:: What you have to do ::
Lines of the listing that contain "Guicciardini" need to be copied.

:: Provided entries ::
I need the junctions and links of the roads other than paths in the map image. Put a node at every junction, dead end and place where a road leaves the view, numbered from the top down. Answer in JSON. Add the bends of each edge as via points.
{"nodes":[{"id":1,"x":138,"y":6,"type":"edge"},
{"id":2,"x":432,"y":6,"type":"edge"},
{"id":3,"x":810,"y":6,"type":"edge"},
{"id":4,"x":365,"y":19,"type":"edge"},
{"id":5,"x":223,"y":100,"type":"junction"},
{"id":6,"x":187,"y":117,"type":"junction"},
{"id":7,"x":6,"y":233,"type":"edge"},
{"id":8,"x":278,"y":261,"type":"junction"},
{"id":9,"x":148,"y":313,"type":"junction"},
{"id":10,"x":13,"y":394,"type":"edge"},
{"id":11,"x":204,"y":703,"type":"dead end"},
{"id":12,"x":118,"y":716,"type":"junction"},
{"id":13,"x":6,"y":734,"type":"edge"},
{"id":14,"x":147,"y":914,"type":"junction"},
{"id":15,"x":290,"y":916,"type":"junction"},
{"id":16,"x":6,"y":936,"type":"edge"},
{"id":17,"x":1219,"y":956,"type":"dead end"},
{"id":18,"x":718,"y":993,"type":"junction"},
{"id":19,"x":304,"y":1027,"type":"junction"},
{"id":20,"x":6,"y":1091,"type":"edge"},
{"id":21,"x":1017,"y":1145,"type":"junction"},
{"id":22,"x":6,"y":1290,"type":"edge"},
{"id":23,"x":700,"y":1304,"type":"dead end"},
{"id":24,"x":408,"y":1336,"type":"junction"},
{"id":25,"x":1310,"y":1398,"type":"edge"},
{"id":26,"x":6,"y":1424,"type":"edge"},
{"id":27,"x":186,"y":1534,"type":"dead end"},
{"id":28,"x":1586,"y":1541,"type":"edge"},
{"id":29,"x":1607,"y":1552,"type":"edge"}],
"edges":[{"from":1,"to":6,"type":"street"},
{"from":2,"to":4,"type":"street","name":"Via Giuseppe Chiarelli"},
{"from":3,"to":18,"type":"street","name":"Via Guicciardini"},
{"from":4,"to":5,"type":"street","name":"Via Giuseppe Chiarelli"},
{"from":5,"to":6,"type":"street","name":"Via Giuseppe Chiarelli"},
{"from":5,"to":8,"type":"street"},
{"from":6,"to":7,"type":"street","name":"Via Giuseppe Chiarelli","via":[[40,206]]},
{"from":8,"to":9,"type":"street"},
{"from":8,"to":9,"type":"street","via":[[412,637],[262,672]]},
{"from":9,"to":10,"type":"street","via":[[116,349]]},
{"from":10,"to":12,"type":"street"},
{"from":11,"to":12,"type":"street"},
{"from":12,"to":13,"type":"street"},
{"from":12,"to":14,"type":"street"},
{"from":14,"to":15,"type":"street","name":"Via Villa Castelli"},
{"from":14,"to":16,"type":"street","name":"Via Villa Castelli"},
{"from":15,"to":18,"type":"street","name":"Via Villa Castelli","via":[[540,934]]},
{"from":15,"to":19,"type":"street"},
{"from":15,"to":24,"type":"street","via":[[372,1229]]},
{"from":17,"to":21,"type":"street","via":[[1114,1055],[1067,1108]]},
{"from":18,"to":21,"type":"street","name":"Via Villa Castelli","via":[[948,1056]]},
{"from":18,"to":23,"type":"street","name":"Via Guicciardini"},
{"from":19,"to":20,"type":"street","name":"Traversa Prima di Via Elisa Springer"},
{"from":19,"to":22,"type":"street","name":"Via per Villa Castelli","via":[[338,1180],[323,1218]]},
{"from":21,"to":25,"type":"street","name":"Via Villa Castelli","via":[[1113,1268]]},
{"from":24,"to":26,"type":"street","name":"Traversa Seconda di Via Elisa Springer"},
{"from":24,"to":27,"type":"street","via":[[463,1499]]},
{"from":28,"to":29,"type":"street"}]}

:: Answer ::
{"from":3,"to":18,"type":"street","name":"Via Guicciardini"},
{"from":18,"to":23,"type":"street","name":"Via Guicciardini"},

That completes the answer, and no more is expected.